KU's next hire is the coach who had just finished impressively resurrecting Wake Forest from the dead: Skip Prosser. His up-tempo offense and excitable personality reminds Jayhawk fans of Ol' Roy, and Skip's first two seasons show promise, as he takes a roster in flux and leads it to back-to-back Elite Eights.
Then, in the summer of 2007, tragedy strikes. Skip suffers a massive heart attack and passes away at the age of 56, and once again, Kansas finds themselves searching for a coach. After trying unsuccessfully to woo Billy Gillispie away from Kentucky, KU throws a boatload of money at Jay Wright, enticing him to leave Villanova and the bustling City of Brotherly Love for the gently rolling hills of northeast Kansas.
Despite initial concerns that his style may be a bit too flashy for the Midwest, ("I dunno 'bout these fancy pin-striped suits he wearin', who does he think he is, Al Capone? I done lived through the Great Depression and fought in the Big War, I don't need to see no ball coach wearin' clothes that cost more than my first house," spits an old man while he drinks a warm Old Milwaukee on his front porch in Burlington, Kansas), Wright's four-out, one-in offense has success early and often, and KU hangs a Final Four banner in just his second season in Lawrence.
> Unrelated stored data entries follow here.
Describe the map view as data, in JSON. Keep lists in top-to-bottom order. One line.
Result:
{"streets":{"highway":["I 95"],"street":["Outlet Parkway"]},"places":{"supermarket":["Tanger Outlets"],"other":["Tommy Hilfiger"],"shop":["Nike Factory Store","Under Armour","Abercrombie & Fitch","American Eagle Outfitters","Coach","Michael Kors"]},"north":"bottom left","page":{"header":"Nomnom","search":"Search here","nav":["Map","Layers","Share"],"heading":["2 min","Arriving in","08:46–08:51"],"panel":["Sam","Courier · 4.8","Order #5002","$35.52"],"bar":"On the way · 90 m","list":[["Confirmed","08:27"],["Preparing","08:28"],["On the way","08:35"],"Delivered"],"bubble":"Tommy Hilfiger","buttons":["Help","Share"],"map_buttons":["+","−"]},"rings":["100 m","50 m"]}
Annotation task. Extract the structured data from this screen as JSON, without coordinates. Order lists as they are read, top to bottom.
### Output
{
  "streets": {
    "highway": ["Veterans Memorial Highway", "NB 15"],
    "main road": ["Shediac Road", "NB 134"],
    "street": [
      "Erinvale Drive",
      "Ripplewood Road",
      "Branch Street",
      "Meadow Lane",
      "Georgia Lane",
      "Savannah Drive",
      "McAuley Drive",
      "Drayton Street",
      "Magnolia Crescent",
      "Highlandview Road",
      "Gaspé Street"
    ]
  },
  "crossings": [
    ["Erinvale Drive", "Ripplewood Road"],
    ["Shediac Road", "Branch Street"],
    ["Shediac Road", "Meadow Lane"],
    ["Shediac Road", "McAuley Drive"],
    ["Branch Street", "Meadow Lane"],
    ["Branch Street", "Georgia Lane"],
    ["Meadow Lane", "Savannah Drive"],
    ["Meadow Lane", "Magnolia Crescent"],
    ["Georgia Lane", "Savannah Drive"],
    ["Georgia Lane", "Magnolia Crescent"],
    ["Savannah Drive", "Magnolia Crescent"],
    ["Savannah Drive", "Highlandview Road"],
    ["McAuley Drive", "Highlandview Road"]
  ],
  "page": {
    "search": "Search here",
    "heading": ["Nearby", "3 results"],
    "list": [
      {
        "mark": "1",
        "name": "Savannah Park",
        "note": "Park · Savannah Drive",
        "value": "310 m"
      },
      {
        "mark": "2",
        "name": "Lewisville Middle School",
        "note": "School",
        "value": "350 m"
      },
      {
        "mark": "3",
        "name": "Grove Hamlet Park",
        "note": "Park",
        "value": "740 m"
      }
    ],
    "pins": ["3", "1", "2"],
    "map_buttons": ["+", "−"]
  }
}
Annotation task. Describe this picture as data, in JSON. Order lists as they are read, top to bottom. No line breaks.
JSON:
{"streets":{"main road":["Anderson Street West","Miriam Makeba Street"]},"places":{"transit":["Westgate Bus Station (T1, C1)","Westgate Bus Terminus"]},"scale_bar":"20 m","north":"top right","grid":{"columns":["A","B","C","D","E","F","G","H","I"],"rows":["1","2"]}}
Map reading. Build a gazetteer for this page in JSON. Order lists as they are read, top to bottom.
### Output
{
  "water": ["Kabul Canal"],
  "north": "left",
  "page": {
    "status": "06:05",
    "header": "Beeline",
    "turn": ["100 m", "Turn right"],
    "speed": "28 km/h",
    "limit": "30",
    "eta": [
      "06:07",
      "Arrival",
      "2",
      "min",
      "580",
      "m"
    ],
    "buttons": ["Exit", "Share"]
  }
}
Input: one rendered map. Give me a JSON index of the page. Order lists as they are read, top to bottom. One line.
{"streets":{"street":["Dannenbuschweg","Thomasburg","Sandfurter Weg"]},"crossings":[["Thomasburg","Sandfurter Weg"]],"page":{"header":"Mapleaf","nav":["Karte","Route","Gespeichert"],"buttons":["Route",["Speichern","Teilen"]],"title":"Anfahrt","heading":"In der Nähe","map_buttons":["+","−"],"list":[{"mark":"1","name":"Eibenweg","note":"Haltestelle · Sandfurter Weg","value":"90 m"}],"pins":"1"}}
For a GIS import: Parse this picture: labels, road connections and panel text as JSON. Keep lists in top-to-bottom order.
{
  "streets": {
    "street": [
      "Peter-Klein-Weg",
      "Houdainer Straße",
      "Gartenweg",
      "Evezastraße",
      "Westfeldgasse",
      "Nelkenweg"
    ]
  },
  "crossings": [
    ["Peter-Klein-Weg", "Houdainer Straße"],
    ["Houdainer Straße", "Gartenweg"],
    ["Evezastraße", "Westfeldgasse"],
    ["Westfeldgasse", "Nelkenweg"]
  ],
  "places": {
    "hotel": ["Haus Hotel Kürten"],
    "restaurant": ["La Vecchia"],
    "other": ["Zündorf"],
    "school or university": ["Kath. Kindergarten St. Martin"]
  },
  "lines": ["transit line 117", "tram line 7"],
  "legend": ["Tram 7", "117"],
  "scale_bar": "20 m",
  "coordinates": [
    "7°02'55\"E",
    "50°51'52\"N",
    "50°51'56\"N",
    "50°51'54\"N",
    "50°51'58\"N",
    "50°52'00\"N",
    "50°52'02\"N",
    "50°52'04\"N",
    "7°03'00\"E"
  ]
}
However, since then, it's been a series of disappointments for Wright and the 'Hawks. Recruiting is up-and-down, and results swing wildly from year to year. Seasons ending in nondescript losses as an 8 or 9 seed are mixed with high-profile, early-round flameouts as a top-3 seed, and Kansas hasn't been back to the Elite 8 since 2009. Now we find ourselves in the summer of 2015, fresh off another disappointing tournament exit, and without a national title since 1988. (Meanwhile, Ol' Roy is sitting on three titles, if you count the one they got in 2008 after Memphis had to vacate theirs....)
Jay Wright stands up at his desk and feels his chair. It feels unusually warm.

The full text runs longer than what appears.